Supplied records

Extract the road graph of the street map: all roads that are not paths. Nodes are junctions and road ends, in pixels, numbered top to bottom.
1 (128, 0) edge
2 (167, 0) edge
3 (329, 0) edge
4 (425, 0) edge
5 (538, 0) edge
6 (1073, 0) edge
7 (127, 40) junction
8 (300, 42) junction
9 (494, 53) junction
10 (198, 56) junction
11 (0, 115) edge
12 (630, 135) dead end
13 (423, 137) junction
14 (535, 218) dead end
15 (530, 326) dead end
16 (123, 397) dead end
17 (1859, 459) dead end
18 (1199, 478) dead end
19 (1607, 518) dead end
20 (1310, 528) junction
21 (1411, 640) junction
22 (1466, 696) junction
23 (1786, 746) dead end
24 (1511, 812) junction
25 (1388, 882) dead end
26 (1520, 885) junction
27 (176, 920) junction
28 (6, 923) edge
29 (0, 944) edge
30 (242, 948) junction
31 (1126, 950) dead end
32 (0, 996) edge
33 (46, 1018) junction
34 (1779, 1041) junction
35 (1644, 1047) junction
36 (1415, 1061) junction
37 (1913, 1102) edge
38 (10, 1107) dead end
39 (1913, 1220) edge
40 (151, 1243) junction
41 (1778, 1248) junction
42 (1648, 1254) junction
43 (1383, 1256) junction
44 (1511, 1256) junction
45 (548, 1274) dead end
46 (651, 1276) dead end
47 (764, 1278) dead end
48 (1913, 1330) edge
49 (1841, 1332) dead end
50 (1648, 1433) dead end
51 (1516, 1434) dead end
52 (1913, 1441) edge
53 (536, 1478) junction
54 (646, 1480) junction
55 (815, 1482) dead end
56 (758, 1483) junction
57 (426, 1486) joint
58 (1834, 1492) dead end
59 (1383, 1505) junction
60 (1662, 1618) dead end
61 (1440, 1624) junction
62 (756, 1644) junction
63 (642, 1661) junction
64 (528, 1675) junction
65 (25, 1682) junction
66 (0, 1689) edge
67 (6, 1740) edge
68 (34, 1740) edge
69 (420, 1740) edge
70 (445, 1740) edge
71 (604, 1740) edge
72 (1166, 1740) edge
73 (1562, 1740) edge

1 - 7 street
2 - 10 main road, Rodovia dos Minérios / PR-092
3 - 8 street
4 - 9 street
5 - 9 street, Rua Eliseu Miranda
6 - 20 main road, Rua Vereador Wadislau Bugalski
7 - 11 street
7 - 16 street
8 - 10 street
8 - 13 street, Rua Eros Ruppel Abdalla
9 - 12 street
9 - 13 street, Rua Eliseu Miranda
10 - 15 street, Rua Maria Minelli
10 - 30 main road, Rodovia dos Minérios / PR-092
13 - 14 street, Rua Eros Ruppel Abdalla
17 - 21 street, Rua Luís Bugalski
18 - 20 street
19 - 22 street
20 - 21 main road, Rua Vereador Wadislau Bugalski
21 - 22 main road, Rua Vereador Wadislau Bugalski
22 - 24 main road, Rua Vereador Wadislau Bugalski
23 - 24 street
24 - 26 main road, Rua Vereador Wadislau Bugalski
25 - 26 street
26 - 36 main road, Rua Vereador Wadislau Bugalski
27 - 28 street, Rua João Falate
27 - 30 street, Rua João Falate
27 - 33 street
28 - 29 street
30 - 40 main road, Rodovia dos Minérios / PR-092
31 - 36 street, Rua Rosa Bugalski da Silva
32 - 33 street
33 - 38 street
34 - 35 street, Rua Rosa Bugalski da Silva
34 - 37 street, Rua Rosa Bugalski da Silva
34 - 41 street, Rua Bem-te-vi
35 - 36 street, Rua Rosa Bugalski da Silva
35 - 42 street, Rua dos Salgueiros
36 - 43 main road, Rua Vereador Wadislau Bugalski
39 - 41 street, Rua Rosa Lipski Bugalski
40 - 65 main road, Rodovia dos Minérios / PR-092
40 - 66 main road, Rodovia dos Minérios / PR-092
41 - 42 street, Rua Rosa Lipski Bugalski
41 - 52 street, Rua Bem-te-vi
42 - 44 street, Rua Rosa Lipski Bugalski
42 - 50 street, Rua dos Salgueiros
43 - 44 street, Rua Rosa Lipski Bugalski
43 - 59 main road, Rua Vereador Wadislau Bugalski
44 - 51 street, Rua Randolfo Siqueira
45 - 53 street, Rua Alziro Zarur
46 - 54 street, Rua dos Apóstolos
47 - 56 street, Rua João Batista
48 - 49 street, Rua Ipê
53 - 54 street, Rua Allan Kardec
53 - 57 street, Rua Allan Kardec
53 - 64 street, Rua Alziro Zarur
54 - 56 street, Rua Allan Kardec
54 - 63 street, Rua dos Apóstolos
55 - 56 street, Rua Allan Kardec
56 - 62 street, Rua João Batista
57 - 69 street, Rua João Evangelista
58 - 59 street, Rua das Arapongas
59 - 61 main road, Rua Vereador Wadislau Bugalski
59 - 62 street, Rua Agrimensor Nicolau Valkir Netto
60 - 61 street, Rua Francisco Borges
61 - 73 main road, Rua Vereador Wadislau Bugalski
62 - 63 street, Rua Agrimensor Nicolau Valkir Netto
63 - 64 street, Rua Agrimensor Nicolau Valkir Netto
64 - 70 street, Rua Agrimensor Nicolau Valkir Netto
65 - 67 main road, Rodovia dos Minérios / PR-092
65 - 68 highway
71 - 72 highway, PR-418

Task objective
Exact copies of all the entries above are required.

Task result
Extract the road graph of the street map: all roads that are not paths. Nodes are junctions and road ends, in pixels, numbered top to bottom.
1 (128, 0) edge
2 (167, 0) edge
3 (329, 0) edge
4 (425, 0) edge
5 (538, 0) edge
6 (1073, 0) edge
7 (127, 40) junction
8 (300, 42) junction
9 (494, 53) junction
10 (198, 56) junction
11 (0, 115) edge
12 (630, 135) dead end
13 (423, 137) junction
14 (535, 218) dead end
15 (530, 326) dead end
16 (123, 397) dead end
17 (1859, 459) dead end
18 (1199, 478) dead end
19 (1607, 518) dead end
20 (1310, 528) junction
21 (1411, 640) junction
22 (1466, 696) junction
23 (1786, 746) dead end
24 (1511, 812) junction
25 (1388, 882) dead end
26 (1520, 885) junction
27 (176, 920) junction
28 (6, 923) edge
29 (0, 944) edge
30 (242, 948) junction
31 (1126, 950) dead end
32 (0, 996) edge
33 (46, 1018) junction
34 (1779, 1041) junction
35 (1644, 1047) junction
36 (1415, 1061) junction
37 (1913, 1102) edge
38 (10, 1107) dead end
39 (1913, 1220) edge
40 (151, 1243) junction
41 (1778, 1248) junction
42 (1648, 1254) junction
43 (1383, 1256) junction
44 (1511, 1256) junction
45 (548, 1274) dead end
46 (651, 1276) dead end
47 (764, 1278) dead end
48 (1913, 1330) edge
49 (1841, 1332) dead end
50 (1648, 1433) dead end
51 (1516, 1434) dead end
52 (1913, 1441) edge
53 (536, 1478) junction
54 (646, 1480) junction
55 (815, 1482) dead end
56 (758, 1483) junction
57 (426, 1486) joint
58 (1834, 1492) dead end
59 (1383, 1505) junction
60 (1662, 1618) dead end
61 (1440, 1624) junction
62 (756, 1644) junction
63 (642, 1661) junction
64 (528, 1675) junction
65 (25, 1682) junction
66 (0, 1689) edge
67 (6, 1740) edge
68 (34, 1740) edge
69 (420, 1740) edge
70 (445, 1740) edge
71 (604, 1740) edge
72 (1166, 1740) edge
73 (1562, 1740) edge

1 - 7 street
2 - 10 main road, Rodovia dos Minérios / PR-092
3 - 8 street
4 - 9 street
5 - 9 street, Rua Eliseu Miranda
6 - 20 main road, Rua Vereador Wadislau Bugalski
7 - 11 street
7 - 16 street
8 - 10 street
8 - 13 street, Rua Eros Ruppel Abdalla
9 - 12 street
9 - 13 street, Rua Eliseu Miranda
10 - 15 street, Rua Maria Minelli
10 - 30 main road, Rodovia dos Minérios / PR-092
13 - 14 street, Rua Eros Ruppel Abdalla
17 - 21 street, Rua Luís Bugalski
18 - 20 street
19 - 22 street
20 - 21 main road, Rua Vereador Wadislau Bugalski
21 - 22 main road, Rua Vereador Wadislau Bugalski
22 - 24 main road, Rua Vereador Wadislau Bugalski
23 - 24 street
24 - 26 main road, Rua Vereador Wadislau Bugalski
25 - 26 street
26 - 36 main road, Rua Vereador Wadislau Bugalski
27 - 28 street, Rua João Falate
27 - 30 street, Rua João Falate
27 - 33 street
28 - 29 street
30 - 40 main road, Rodovia dos Minérios / PR-092
31 - 36 street, Rua Rosa Bugalski da Silva
32 - 33 street
33 - 38 street
34 - 35 street, Rua Rosa Bugalski da Silva
34 - 37 street, Rua Rosa Bugalski da Silva
34 - 41 street, Rua Bem-te-vi
35 - 36 street, Rua Rosa Bugalski da Silva
35 - 42 street, Rua dos Salgueiros
36 - 43 main road, Rua Vereador Wadislau Bugalski
39 - 41 street, Rua Rosa Lipski Bugalski
40 - 65 main road, Rodovia dos Minérios / PR-092
40 - 66 main road, Rodovia dos Minérios / PR-092
41 - 42 street, Rua Rosa Lipski Bugalski
41 - 52 street, Rua Bem-te-vi
42 - 44 street, Rua Rosa Lipski Bugalski
42 - 50 street, Rua dos Salgueiros
43 - 44 street, Rua Rosa Lipski Bugalski
43 - 59 main road, Rua Vereador Wadislau Bugalski
44 - 51 street, Rua Randolfo Siqueira
45 - 53 street, Rua Alziro Zarur
46 - 54 street, Rua dos Apóstolos
47 - 56 street, Rua João Batista
48 - 49 street, Rua Ipê
53 - 54 street, Rua Allan Kardec
53 - 57 street, Rua Allan Kardec
53 - 64 street, Rua Alziro Zarur
54 - 56 street, Rua Allan Kardec
54 - 63 street, Rua dos Apóstolos
55 - 56 street, Rua Allan Kardec
56 - 62 street, Rua João Batista
57 - 69 street, Rua João Evangelista
58 - 59 street, Rua das Arapongas
59 - 61 main road, Rua Vereador Wadislau Bugalski
59 - 62 street, Rua Agrimensor Nicolau Valkir Netto
60 - 61 street, Rua Francisco Borges
61 - 73 main road, Rua Vereador Wadislau Bugalski
62 - 63 street, Rua Agrimensor Nicolau Valkir Netto
63 - 64 street, Rua Agrimensor Nicolau Valkir Netto
64 - 70 street, Rua Agrimensor Nicolau Valkir Netto
65 - 67 main road, Rodovia dos Minérios / PR-092
65 - 68 highway
71 - 72 highway, PR-418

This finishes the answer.